Century-old mechanical mixers, originally from France, are one tool that artisan bakers find indispensable, not only in saving muscle power but also in keeping costs low.
"We'd have to charge $10 per loaf if we did everything the way it used to be done," says Iggy's owner, Igor Ivanovic, whose bakery supplies 200 businesses in the Boston area.
Commercial ovens developed in the past 50 years have allowed bakers to duplicate the brick-oven principle with high-tech sophistication.
"What makes an artisan loaf," explains Mr. Ivanovic, "is heat that has accumulated after it's been radiated by oven and stone, not heat that's forced through air."
But before they get to the oven, his loaves, like those of many of his peers, are made with natural starters instead of commercial yeast, and the starters are refreshed sometimes twice a day. "That dough is alive. It must be respected," says Ludmilla Ivanovic, his wife and partner.
Grain was certainly given much respect in the early days. Before milling by wind was adopted in Spain and Portugal in the 11th century, there was milling by water. Much earlier, the ancient Egyptians, Greeks, and Romans crushed grain with a mortar and pestle and then on a large flat stone using a roller.
This method is still embraced in many Asian countries to break down millet, and the same type of stones also crush corn kernels in Mexico.
For centuries, bread has held rich religious meaning. The word appears in the Bible more than 300 times. In addition to its well-known Christian association with the "body of Christ," for many, it is also linked with abundance, discipleship, sharing, sustenance, and daily provision.
On a popular radio call-in program recently broadcast nationwide, special guest Peter Reinhart generated a lively discussion when he spoke of bread-baking as a religious experience.
In his new book "Bread Upon the Waters: A Pilgrimage Toward Self-Discovery and Spiritual Truth," he relates the 12 stages of breadmaking to "initiations of the soul" that progressively lead one to a richer, more spiritual life.
At Johnson & Wales University in Providence, R.I., Mr. Reinhart offers a life lesson when he instructs students to first and foremost "evoke from the wheat the fullness of its potential."
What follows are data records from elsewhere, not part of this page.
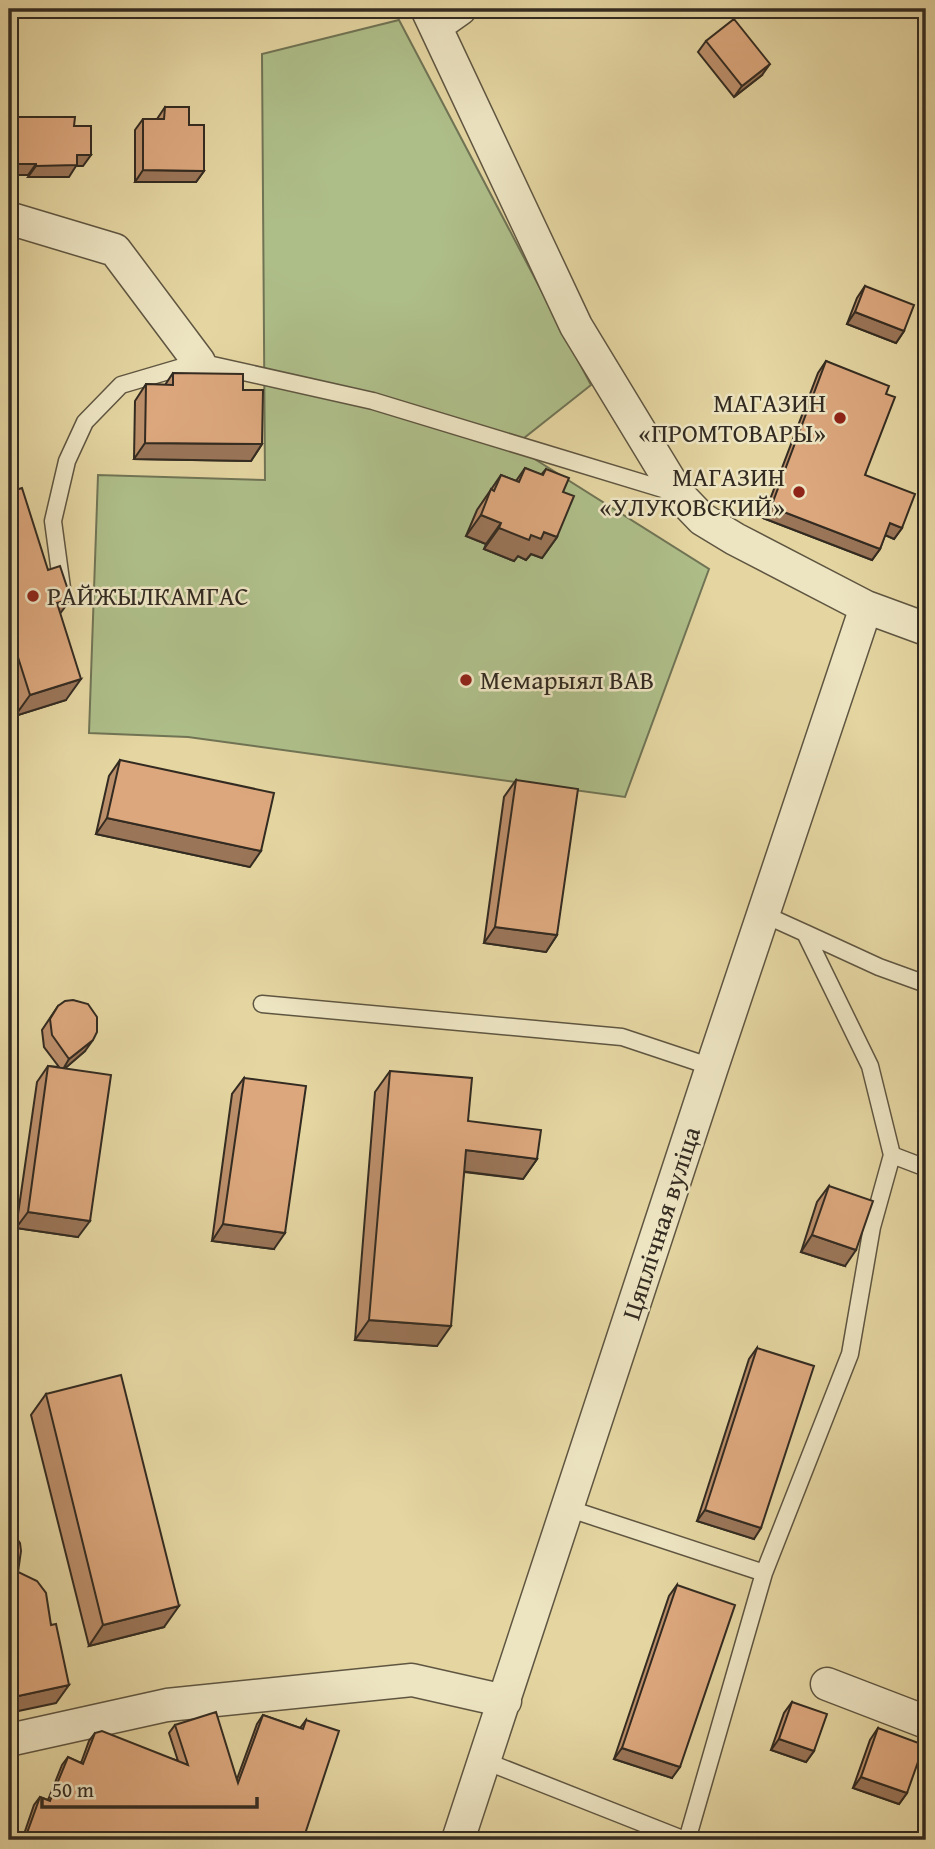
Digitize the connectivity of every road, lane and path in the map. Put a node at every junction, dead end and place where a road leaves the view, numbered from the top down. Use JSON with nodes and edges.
{"nodes":[{"id":1,"x":441,"y":14,"type":"edge"},
{"id":2,"x":9,"y":220,"type":"edge"},
{"id":3,"x":198,"y":362,"type":"junction"},
{"id":4,"x":678,"y":494,"type":"junction"},
{"id":5,"x":64,"y":605,"type":"edge"},
{"id":6,"x":866,"y":607,"type":"junction"},
{"id":7,"x":926,"y":629,"type":"edge"},
{"id":8,"x":763,"y":914,"type":"junction"},
{"id":9,"x":805,"y":933,"type":"junction"},
{"id":10,"x":926,"y":984,"type":"edge"},
{"id":11,"x":262,"y":1004,"type":"dead end"},
{"id":12,"x":712,"y":1067,"type":"junction"},
{"id":13,"x":892,"y":1154,"type":"junction"},
{"id":14,"x":926,"y":1168,"type":"edge"},
{"id":15,"x":567,"y":1508,"type":"junction"},
{"id":16,"x":764,"y":1573,"type":"junction"},
{"id":17,"x":827,"y":1684,"type":"dead end"},
{"id":18,"x":505,"y":1701,"type":"junction"},
{"id":19,"x":926,"y":1722,"type":"edge"},
{"id":20,"x":9,"y":1740,"type":"edge"},
{"id":21,"x":485,"y":1761,"type":"junction"},
{"id":22,"x":458,"y":1840,"type":"edge"},
{"id":23,"x":686,"y":1840,"type":"edge"}],
"edges":[{"from":1,"to":4,"type":"street"},
{"from":2,"to":3,"type":"street"},
{"from":3,"to":4,"type":"lane"},
{"from":3,"to":5,"type":"lane"},
{"from":4,"to":6,"type":"street"},
{"from":6,"to":7,"type":"street"},
{"from":6,"to":8,"type":"street","name":"Цяплічная вуліца"},
{"from":8,"to":9,"type":"lane"},
{"from":8,"to":12,"type":"street","name":"Цяплічная вуліца"},
{"from":9,"to":10,"type":"lane"},
{"from":9,"to":13,"type":"lane"},
{"from":11,"to":12,"type":"lane"},
{"from":12,"to":15,"type":"street","name":"Цяплічная вуліца"},
{"from":13,"to":14,"type":"lane"},
{"from":13,"to":16,"type":"lane"},
{"from":15,"to":16,"type":"lane"},
{"from":15,"to":18,"type":"street","name":"Цяплічная вуліца"},
{"from":16,"to":23,"type":"lane"},
{"from":17,"to":19,"type":"street"},
{"from":18,"to":20,"type":"street"},
{"from":18,"to":21,"type":"street","name":"Цяплічная вуліца"},
{"from":21,"to":22,"type":"street","name":"Цяплічная вуліца"},
{"from":21,"to":23,"type":"lane"}]}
But some modern-day bakers couldn't be bothered with talk about their work as anything more than a gratifying craft and a fascinating scientific process. They might relate best to the words of Francis Ponge in his 18th-century work "Le Parti Pris de Choses [The bias of matter]":
"The surface of bread is marvelous first of all because of that near panoramic impression it makes: as if you had the Alps, the Taurus, or the Andes available at your fingertips.... But let us break it: for bread must be less an object of respect than of consumption to our lips."